§ **What you will do**: Go through the material below and return each line with the string "Dukeminster" in it.

§ **Source data**:
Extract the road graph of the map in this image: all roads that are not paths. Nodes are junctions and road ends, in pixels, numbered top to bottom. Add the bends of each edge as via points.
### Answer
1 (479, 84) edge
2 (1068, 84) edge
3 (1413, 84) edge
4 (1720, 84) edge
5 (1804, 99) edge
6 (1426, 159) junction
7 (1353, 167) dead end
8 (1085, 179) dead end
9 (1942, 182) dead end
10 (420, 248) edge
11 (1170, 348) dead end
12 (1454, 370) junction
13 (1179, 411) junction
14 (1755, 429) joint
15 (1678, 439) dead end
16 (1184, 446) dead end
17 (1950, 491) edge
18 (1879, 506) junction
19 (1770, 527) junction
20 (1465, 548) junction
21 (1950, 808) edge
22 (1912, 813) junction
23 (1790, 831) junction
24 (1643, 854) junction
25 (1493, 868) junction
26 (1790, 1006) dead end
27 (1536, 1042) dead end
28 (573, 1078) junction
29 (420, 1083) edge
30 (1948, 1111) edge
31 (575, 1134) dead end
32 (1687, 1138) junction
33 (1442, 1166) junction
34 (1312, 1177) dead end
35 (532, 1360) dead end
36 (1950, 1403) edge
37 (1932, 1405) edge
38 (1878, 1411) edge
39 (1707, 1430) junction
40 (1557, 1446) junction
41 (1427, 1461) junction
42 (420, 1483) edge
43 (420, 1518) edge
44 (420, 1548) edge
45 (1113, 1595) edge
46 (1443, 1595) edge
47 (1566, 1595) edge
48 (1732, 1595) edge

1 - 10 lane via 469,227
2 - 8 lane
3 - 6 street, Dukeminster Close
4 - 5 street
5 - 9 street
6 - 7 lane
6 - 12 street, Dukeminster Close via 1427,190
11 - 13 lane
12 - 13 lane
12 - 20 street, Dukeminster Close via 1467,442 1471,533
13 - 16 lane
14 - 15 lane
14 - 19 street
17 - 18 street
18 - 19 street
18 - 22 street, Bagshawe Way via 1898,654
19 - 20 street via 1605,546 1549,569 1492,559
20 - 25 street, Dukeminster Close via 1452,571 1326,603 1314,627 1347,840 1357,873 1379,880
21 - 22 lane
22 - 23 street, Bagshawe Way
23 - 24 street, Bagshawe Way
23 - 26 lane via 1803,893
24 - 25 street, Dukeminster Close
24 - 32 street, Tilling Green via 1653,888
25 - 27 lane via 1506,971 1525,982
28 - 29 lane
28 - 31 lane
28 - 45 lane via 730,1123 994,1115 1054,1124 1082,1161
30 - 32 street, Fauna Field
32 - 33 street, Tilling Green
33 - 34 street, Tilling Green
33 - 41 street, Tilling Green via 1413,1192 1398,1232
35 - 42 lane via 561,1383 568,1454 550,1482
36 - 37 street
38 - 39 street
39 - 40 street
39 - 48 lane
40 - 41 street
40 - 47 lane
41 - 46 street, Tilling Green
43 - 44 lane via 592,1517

§ **Exercise output**:
3 - 6 street, Dukeminster Close
6 - 12 street, Dukeminster Close via 1427,190
12 - 20 street, Dukeminster Close via 1467,442 1471,533
20 - 25 street, Dukeminster Close via 1452,571 1326,603 1314,627 1347,840 1357,873 1379,880
24 - 25 street, Dukeminster Close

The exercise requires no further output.